Lab 7 · Agentic AI · Healthcare · Claude API

Build an Agentic AI Workflow:
From Single Answer to Autonomous Action

In this lab you will move from asking AI a question to building an AI that takes a sequence of actions — experiencing firsthand the difference between a chatbot and an agent, and designing the human-in-the-loop safeguards that make agentic AI safe enough to deploy.

Google Colab Claude API No prior coding required ~90 minutes

What you will build

This lab has three parts that each deepen your understanding of what "agentic AI" actually means in practice — not just as a concept from the chapter, but as something you can observe, test, and evaluate yourself.

Part 1
~20 min · No code
Map Epic's real agents (Art, Penny, the pre-visit assistant) to the agentic AI framework
Part 2
~40 min · Python + Claude API
Build a Penny-style insurance appeal agent that takes a denial and writes an appeal — step by step
Part 3
~30 min · Analysis
Design the human-in-the-loop governance framework for your agent — when should it act, and when should it stop?
Before you start
Read Chapter 7 before doing this lab — especially Sections 8, 9, 11, and 12. The concepts of agentic AI, Penny, Art, prompt engineering, and human-in-the-loop are all used directly in Parts 2 and 3. The lab will make much more sense if the chapter is fresh.
1
Mapping Epic's Agents No code · ~20 min
Understanding what makes an AI "agentic" before you build one

What separates an agent from a chatbot?

Before building anything, you need a clear mental model of the difference.
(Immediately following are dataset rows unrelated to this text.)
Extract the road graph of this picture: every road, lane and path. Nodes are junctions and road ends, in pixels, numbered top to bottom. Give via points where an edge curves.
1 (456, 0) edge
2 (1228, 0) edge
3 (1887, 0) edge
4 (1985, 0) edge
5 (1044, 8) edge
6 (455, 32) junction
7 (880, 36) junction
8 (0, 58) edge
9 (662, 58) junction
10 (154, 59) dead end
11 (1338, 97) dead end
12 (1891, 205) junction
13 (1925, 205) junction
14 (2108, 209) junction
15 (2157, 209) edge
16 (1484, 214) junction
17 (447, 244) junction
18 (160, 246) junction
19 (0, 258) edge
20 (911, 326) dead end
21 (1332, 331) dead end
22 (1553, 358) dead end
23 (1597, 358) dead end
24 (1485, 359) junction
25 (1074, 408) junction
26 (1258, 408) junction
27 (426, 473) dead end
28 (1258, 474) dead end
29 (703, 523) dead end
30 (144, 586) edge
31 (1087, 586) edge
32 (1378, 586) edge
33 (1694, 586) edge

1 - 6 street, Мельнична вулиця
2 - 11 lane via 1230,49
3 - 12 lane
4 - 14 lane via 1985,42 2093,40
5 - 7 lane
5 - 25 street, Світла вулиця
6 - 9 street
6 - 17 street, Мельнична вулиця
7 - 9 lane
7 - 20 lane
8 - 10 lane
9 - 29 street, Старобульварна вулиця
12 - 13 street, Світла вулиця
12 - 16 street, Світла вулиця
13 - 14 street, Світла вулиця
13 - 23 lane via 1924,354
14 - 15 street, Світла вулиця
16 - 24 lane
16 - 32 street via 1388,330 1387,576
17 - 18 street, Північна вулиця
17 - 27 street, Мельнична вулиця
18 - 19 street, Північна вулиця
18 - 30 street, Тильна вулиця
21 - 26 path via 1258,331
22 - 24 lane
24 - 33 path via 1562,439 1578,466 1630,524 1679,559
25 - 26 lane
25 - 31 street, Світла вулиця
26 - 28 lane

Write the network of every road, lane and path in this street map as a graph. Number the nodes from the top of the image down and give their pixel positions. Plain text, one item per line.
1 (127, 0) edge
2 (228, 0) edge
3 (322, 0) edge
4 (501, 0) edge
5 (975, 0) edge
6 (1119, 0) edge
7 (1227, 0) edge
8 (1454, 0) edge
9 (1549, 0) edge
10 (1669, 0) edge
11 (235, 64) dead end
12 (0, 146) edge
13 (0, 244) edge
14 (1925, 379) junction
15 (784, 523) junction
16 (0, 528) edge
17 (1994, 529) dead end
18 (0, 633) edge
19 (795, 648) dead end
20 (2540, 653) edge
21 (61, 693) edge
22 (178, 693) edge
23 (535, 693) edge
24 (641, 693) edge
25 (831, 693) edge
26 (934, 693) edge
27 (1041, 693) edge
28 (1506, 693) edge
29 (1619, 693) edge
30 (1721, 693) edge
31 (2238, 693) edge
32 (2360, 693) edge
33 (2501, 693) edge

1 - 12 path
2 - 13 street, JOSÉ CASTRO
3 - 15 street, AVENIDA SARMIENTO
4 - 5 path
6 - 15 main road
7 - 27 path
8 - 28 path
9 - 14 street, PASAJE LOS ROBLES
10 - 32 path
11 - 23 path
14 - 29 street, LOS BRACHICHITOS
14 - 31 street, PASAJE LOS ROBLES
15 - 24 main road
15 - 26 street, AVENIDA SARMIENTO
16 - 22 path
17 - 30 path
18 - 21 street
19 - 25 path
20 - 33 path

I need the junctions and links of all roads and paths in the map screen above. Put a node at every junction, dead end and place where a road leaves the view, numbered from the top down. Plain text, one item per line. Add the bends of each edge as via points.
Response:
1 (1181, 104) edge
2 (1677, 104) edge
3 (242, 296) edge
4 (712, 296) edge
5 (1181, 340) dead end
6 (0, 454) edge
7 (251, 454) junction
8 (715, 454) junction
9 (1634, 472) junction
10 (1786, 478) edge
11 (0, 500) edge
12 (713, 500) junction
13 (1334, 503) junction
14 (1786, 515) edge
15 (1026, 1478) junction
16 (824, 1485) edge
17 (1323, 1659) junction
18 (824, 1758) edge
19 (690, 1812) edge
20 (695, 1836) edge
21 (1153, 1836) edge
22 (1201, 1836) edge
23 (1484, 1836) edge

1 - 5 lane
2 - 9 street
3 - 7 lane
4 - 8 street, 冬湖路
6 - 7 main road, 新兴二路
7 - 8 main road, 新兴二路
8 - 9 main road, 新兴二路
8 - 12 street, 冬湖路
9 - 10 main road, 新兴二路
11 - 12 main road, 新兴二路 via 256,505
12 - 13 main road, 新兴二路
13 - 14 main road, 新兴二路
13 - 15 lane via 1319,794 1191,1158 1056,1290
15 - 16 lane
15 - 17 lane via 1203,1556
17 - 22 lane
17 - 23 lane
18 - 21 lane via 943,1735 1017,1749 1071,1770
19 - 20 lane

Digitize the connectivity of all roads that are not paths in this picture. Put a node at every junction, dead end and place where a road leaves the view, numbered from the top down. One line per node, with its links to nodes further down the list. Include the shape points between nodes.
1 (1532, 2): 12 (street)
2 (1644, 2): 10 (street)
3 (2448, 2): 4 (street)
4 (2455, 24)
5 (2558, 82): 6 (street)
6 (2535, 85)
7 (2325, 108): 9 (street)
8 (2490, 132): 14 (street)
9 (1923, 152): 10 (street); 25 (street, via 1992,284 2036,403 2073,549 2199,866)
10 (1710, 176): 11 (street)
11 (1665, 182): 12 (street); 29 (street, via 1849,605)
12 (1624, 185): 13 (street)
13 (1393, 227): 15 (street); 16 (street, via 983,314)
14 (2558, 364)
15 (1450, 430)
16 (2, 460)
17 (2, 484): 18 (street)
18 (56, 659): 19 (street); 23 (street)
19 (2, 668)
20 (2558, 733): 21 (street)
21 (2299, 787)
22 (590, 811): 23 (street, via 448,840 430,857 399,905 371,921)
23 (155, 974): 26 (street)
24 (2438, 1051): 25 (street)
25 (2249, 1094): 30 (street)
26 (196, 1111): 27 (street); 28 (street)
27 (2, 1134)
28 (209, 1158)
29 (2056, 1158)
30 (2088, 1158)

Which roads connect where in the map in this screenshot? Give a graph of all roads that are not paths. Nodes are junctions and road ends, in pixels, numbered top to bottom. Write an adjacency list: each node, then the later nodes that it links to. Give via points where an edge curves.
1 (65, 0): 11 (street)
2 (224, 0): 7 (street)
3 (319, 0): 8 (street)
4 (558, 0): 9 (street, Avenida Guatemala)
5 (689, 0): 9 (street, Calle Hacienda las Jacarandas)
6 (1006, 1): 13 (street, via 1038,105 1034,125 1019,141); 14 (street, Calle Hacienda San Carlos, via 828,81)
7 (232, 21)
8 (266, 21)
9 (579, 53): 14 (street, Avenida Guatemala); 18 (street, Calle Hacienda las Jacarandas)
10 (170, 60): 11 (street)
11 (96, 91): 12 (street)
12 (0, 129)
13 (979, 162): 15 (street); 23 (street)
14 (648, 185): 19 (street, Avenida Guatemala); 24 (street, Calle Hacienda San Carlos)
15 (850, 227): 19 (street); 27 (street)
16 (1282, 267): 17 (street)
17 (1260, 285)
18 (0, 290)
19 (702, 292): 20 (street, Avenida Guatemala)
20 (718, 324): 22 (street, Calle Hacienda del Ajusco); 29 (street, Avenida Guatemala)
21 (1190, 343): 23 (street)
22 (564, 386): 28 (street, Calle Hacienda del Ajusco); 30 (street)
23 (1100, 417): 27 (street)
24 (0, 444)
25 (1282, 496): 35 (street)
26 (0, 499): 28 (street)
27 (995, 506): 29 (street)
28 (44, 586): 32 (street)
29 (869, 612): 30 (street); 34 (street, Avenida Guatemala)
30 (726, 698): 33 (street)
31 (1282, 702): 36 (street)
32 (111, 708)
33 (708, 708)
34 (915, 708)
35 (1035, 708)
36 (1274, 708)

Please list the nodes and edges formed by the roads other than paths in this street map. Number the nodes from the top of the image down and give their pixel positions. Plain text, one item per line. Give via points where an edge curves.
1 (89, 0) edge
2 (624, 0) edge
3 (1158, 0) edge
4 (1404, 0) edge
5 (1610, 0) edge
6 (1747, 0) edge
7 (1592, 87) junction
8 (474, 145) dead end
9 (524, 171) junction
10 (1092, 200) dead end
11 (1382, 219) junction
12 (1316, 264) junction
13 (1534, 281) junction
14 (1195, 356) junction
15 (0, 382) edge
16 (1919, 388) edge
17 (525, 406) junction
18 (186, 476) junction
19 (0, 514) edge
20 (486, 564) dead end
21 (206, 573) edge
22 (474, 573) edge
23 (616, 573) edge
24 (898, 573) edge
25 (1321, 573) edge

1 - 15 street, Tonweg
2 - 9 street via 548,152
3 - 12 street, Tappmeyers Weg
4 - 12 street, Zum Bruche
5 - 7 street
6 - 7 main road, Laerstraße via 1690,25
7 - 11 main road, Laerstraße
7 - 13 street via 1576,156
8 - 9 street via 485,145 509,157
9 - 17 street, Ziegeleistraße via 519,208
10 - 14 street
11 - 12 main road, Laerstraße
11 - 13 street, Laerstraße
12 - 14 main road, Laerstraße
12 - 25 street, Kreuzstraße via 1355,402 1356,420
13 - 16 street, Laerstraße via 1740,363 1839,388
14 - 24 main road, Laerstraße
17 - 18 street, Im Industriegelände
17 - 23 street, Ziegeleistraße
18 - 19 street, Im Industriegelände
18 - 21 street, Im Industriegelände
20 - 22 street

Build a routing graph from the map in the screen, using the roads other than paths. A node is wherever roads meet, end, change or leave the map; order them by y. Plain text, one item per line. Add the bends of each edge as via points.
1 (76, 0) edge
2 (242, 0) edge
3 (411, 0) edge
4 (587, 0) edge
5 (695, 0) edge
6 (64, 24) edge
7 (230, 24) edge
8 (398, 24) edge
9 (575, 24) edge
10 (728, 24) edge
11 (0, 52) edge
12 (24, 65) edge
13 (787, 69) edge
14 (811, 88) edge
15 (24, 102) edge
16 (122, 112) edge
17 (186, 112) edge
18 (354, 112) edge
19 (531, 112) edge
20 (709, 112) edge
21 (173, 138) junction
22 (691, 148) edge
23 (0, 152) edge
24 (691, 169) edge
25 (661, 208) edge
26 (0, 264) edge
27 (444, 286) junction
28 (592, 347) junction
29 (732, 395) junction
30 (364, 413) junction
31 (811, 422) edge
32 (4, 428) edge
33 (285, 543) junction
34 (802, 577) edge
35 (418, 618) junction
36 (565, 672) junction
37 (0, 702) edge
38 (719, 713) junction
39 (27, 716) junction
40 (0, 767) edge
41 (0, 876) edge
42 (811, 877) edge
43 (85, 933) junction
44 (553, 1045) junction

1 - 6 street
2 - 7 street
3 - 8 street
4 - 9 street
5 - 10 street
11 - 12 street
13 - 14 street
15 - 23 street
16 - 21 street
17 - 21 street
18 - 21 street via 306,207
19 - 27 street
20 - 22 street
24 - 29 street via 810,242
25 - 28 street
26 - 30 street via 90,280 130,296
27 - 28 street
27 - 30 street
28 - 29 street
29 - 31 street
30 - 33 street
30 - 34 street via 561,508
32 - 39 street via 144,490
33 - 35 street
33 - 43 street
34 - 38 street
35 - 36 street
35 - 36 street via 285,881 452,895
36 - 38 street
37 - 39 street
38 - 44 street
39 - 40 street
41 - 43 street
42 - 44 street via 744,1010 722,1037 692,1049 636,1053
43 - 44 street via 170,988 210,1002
A chatbot answers a question — one input, one output, done. An agent pursues a goal — it takes a series of steps, uses tools, checks its own work, and adapts when something doesn't go as planned. The difference is not a matter of how smart the AI is. It is a matter of how it is designed.

The three defining features of an agent
1. Goal-directed: the agent is given an objective, not just a prompt. It figures out the steps needed to reach the goal.

2. Multi-step: the agent takes a sequence of actions, with each step potentially depending on the results of the previous one.

3. Tool use: the agent can call external tools — search a database, read a document, write to a system — rather than just generating text.
1
Complete the agent analysis table

For each of Epic's three agents from Chapter 7, fill in the table. Use your own words — the goal is to make these concepts concrete, not to reproduce the chapter.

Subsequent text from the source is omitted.